_YOUR GOAL_.
Every entry, from first to last, is to be retyped without any alteration.

_Records contained in a dataset_.
★ ★ ★
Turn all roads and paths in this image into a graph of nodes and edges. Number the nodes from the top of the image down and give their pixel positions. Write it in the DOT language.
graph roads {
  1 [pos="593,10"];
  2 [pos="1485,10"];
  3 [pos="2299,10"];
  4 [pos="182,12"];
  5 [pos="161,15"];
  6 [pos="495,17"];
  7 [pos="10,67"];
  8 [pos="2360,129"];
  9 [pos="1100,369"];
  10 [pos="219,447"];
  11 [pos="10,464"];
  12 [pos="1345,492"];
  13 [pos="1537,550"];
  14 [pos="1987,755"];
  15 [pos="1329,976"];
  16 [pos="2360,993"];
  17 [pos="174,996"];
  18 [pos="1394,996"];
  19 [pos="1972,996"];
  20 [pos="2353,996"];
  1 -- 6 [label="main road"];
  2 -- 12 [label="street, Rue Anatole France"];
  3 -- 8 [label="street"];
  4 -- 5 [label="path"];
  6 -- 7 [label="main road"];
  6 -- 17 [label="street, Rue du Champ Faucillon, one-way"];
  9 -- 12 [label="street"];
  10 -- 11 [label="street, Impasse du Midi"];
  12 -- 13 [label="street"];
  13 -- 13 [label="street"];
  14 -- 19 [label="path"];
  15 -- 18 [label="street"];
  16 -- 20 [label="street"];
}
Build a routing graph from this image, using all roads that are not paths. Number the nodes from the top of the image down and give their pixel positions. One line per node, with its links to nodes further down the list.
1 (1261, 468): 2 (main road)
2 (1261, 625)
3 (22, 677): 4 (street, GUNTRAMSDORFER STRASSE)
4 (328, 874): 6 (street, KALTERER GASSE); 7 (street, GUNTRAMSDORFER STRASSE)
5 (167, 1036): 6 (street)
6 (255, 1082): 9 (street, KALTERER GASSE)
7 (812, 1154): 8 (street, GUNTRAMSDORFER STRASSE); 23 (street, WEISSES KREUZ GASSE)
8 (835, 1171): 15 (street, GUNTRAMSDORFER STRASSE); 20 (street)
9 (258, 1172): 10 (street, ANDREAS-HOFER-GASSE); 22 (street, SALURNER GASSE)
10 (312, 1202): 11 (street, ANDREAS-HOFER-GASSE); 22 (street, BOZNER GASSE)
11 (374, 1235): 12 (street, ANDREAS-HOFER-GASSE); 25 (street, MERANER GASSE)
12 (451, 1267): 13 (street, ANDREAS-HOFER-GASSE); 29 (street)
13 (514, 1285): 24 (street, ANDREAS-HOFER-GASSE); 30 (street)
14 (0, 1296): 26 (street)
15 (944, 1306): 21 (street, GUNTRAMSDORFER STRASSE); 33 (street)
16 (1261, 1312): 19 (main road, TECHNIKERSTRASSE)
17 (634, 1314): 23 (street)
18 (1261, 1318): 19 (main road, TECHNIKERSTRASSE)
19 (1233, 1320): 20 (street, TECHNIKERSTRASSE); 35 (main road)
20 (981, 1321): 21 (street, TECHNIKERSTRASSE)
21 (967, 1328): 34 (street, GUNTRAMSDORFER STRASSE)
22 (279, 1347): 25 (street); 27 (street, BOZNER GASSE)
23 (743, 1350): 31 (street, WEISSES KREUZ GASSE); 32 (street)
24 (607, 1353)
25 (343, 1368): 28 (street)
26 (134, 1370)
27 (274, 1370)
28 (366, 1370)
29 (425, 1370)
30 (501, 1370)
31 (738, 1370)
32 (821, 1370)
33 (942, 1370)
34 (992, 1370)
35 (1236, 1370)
★ ★ ★
_EXERCISE SOLUTION_.
Turn all roads and paths in this image into a graph of nodes and edges. Number the nodes from the top of the image down and give their pixel positions. Write it in the DOT language.
graph roads {
  1 [pos="593,10"];
  2 [pos="1485,10"];
  3 [pos="2299,10"];
  4 [pos="182,12"];
  5 [pos="161,15"];
  6 [pos="495,17"];
  7 [pos="10,67"];
  8 [pos="2360,129"];
  9 [pos="1100,369"];
  10 [pos="219,447"];
  11 [pos="10,464"];
  12 [pos="1345,492"];
  13 [pos="1537,550"];
  14 [pos="1987,755"];
  15 [pos="1329,976"];
  16 [pos="2360,993"];
  17 [pos="174,996"];
  18 [pos="1394,996"];
  19 [pos="1972,996"];
  20 [pos="2353,996"];
  1 -- 6 [label="main road"];
  2 -- 12 [label="street, Rue Anatole France"];
  3 -- 8 [label="street"];
  4 -- 5 [label="path"];
  6 -- 7 [label="main road"];
  6 -- 17 [label="street, Rue du Champ Faucillon, one-way"];
  9 -- 12 [label="street"];
  10 -- 11 [label="street, Impasse du Midi"];
  12 -- 13 [label="street"];
  13 -- 13 [label="street"];
  14 -- 19 [label="path"];
  15 -- 18 [label="street"];
  16 -- 20 [label="street"];
}
Build a routing graph from this image, using all roads that are not paths. Number the nodes from the top of the image down and give their pixel positions. One line per node, with its links to nodes further down the list.
1 (1261, 468): 2 (main road)
2 (1261, 625)
3 (22, 677): 4 (street, GUNTRAMSDORFER STRASSE)
4 (328, 874): 6 (street, KALTERER GASSE); 7 (street, GUNTRAMSDORFER STRASSE)
5 (167, 1036): 6 (street)
6 (255, 1082): 9 (street, KALTERER GASSE)
7 (812, 1154): 8 (street, GUNTRAMSDORFER STRASSE); 23 (street, WEISSES KREUZ GASSE)
8 (835, 1171): 15 (street, GUNTRAMSDORFER STRASSE); 20 (street)
9 (258, 1172): 10 (street, ANDREAS-HOFER-GASSE); 22 (street, SALURNER GASSE)
10 (312, 1202): 11 (street, ANDREAS-HOFER-GASSE); 22 (street, BOZNER GASSE)
11 (374, 1235): 12 (street, ANDREAS-HOFER-GASSE); 25 (street, MERANER GASSE)
12 (451, 1267): 13 (street, ANDREAS-HOFER-GASSE); 29 (street)
13 (514, 1285): 24 (street, ANDREAS-HOFER-GASSE); 30 (street)
14 (0, 1296): 26 (street)
15 (944, 1306): 21 (street, GUNTRAMSDORFER STRASSE); 33 (street)
16 (1261, 1312): 19 (main road, TECHNIKERSTRASSE)
17 (634, 1314): 23 (street)
18 (1261, 1318): 19 (main road, TECHNIKERSTRASSE)
19 (1233, 1320): 20 (street, TECHNIKERSTRASSE); 35 (main road)
20 (981, 1321): 21 (street, TECHNIKERSTRASSE)
21 (967, 1328): 34 (street, GUNTRAMSDORFER STRASSE)
22 (279, 1347): 25 (street); 27 (street, BOZNER GASSE)
23 (743, 1350): 31 (street, WEISSES KREUZ GASSE); 32 (street)
24 (607, 1353)
25 (343, 1368): 28 (street)
26 (134, 1370)
27 (274, 1370)
28 (366, 1370)
29 (425, 1370)
30 (501, 1370)
31 (738, 1370)
32 (821, 1370)
33 (942, 1370)
34 (992, 1370)
35 (1236, 1370)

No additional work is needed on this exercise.